* Task to carry out: What lines of the data hold the string "Courthouse"? Pull each one out.

↓↓↓

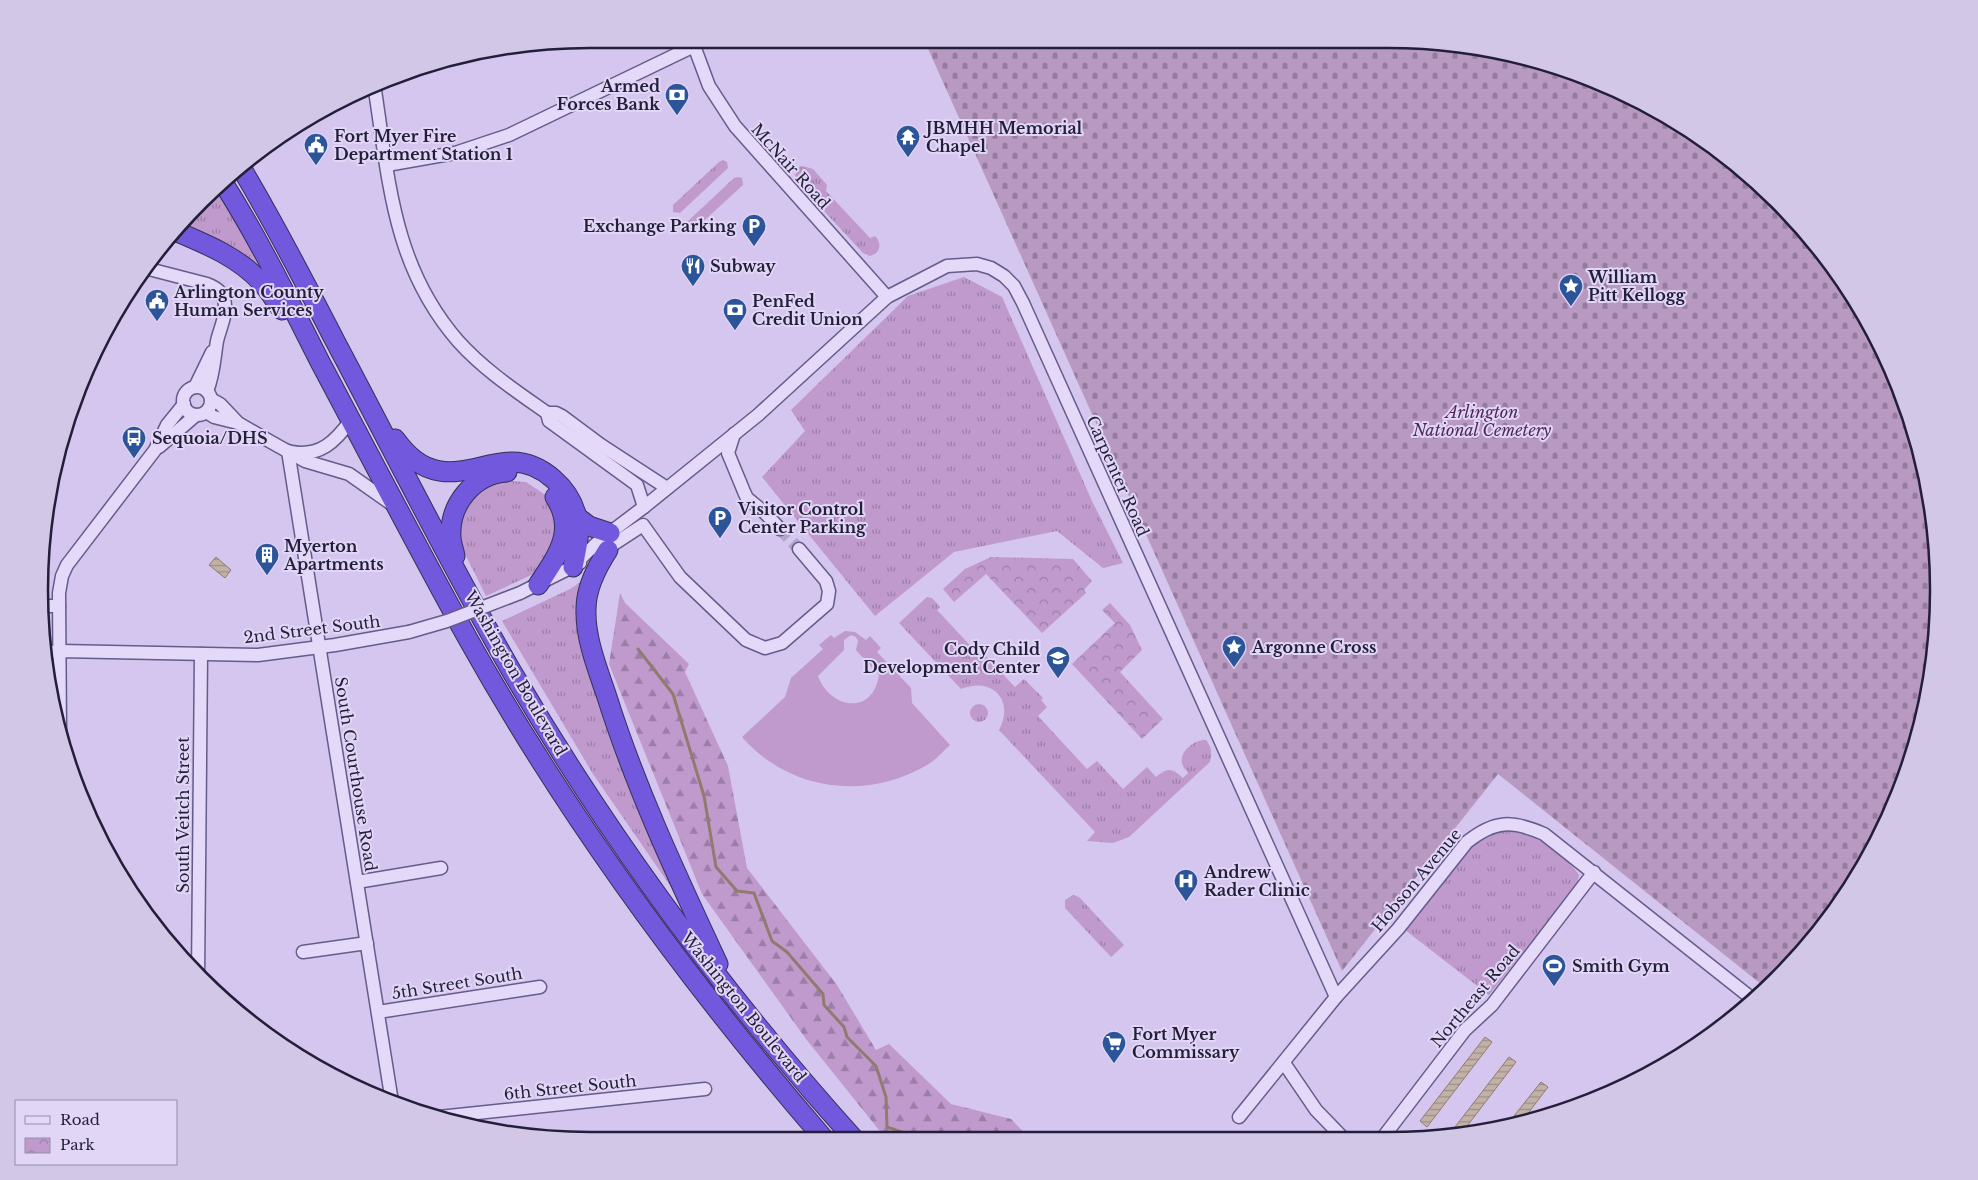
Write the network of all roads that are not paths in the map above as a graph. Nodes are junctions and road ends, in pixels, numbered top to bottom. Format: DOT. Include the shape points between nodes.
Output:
graph roads {
  1 [pos="685,48"];
  2 [pos="695,48"];
  3 [pos="375,92"];
  4 [pos="387,165"];
  5 [pos="244,173"];
  6 [pos="226,188"];
  7 [pos="181,234"];
  8 [pos="153,270"];
  9 [pos="887,297"];
  10 [pos="326,373"];
  11 [pos="361,391"];
  12 [pos="204,392"];
  13 [pos="184,404"];
  14 [pos="547,413"];
  15 [pos="201,414"];
  16 [pos="350,420"];
  17 [pos="238,423"];
  18 [pos="734,434"];
  19 [pos="155,450"];
  20 [pos="288,451"];
  21 [pos="667,488"];
  22 [pos="644,507"];
  23 [pos="397,508"];
  24 [pos="577,517"];
  25 [pos="780,529"];
  26 [pos="616,535"];
  27 [pos="799,549"];
  28 [pos="573,567"];
  29 [pos="462,582"];
  30 [pos="538,585"];
  31 [pos="48,606"];
  32 [pos="59,606"];
  33 [pos="320,648"];
  34 [pos="61,651"];
  35 [pos="51,652"];
  36 [pos="201,654"];
  37 [pos="60,706"];
  38 [pos="441,868"];
  39 [pos="1594,872"];
  40 [pos="357,882"];
  41 [pos="367,943"];
  42 [pos="303,952"];
  43 [pos="198,965"];
  44 [pos="540,987"];
  45 [pos="732,994"];
  46 [pos="1749,995"];
  47 [pos="1336,997"];
  48 [pos="378,1012"];
  49 [pos="1284,1063"];
  50 [pos="704,1089"];
  51 [pos="391,1094"];
  52 [pos="455,1115"];
  53 [pos="1239,1117"];
  54 [pos="818,1132"];
  55 [pos="848,1132"];
  56 [pos="1337,1132"];
  57 [pos="1387,1132"];
  1 -- 4 [label="street" via="509,135 455,153"];
  2 -- 9 [label="street, McNair Road" via="709,86 735,126"];
  3 -- 4 [label="street"];
  4 -- 14 [label="street" via="399,231 411,266 435,310 458,341 481,364"];
  5 -- 11 [label="highway, Washington Boulevard"];
  6 -- 10 [label="highway, Washington Boulevard"];
  7 -- 10 [label="highway" via="219,251 261,281 296,336"];
  8 -- 12 [label="street" via="207,284 220,292 224,300 212,376"];
  9 -- 18 [label="street, Carpenter Road"];
  9 -- 47 [label="street, Carpenter Road" via="947,266 963,264 991,268 1014,286"];
  10 -- 16 [label="highway, Washington Boulevard"];
  11 -- 24 [label="highway" via="402,448 418,463 446,472 505,462 529,464 556,481"];
  11 -- 29 [label="highway, Washington Boulevard"];
  12 -- 13 [label="street" via="186,392"];
  12 -- 15 [label="street" via="210,406"];
  12 -- 17 [label="street"];
  13 -- 15 [label="street" via="190,412"];
  13 -- 19 [label="street" via="167,425"];
  14 -- 21 [label="street" via="562,416"];
  14 -- 22 [label="street" via="549,421 637,485"];
  15 -- 17 [label="street"];
  15 -- 19 [label="street"];
  16 -- 20 [label="street" via="330,444 312,451"];
  16 -- 23 [label="highway, Washington Boulevard"];
  17 -- 20 [label="street"];
  18 -- 21 [label="street, Carpenter Road"];
  18 -- 25 [label="street" via="728,453 747,498"];
  19 -- 32 [label="street" via="63,572"];
  20 -- 23 [label="street" via="305,462 349,474"];
  20 -- 33 [label="street, South Courthouse Road"];
  21 -- 22 [label="street, Carpenter Road"];
  22 -- 26 [label="street, Carpenter Road"];
  23 -- 54 [label="highway, Washington Boulevard" via="490,678 599,849 696,983"];
  24 -- 26 [label="highway" via="589,526"];
  24 -- 28 [label="highway" via="578,540"];
  26 -- 27 [label="street" via="643,525 680,577 746,640 765,648 782,643 827,604 829,591 826,581"];
  26 -- 28 [label="street, 2nd Street South"];
  26 -- 45 [label="highway" via="592,580 586,601 586,622 593,650 621,740 644,799"];
  28 -- 30 [label="street, 2nd Street South"];
  29 -- 30 [label="highway" via="451,540 455,509 464,494 478,481 511,472 540,482 552,492 563,512 561,547"];
  29 -- 45 [label="highway, Washington Boulevard" via="576,776 669,912"];
  30 -- 33 [label="street, 2nd Street South, bridge" via="447,621 409,632"];
  31 -- 32 [label="street"];
  32 -- 34 [label="street"];
  33 -- 36 [label="street, 2nd Street South" via="258,655"];
  33 -- 40 [label="street, South Courthouse Road"];
  34 -- 35 [label="street, 2nd Street South"];
  34 -- 36 [label="street, 2nd Street South"];
  34 -- 37 [label="street"];
  36 -- 43 [label="street, South Veitch Street"];
  38 -- 40 [label="street"];
  39 -- 46 [label="street, Hobson Avenue"];
  39 -- 47 [label="street, Hobson Avenue" via="1544,834 1523,825 1501,823 1481,831 1467,842 1398,928"];
  39 -- 57 [label="street, Northeast Road" via="1492,1005 1465,1030"];
  40 -- 41 [label="street, South Courthouse Road"];
  41 -- 42 [label="street"];
  41 -- 48 [label="street, South Courthouse Road"];
  44 -- 48 [label="street, 5th Street South"];
  45 -- 55 [label="highway, Washington Boulevard"];
  47 -- 49 [label="street, Hobson Avenue"];
  48 -- 51 [label="street, South Courthouse Road"];
  49 -- 53 [label="street, Hobson Avenue"];
  49 -- 56 [label="street" via="1316,1110"];
  50 -- 52 [label="street, 6th Street South"];
}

↑↑↑

* Written response:
  20 -- 33 [label="street, South Courthouse Road"];
  33 -- 40 [label="street, South Courthouse Road"];
  40 -- 41 [label="street, South Courthouse Road"];
  41 -- 48 [label="street, South Courthouse Road"];
  48 -- 51 [label="street, South Courthouse Road"];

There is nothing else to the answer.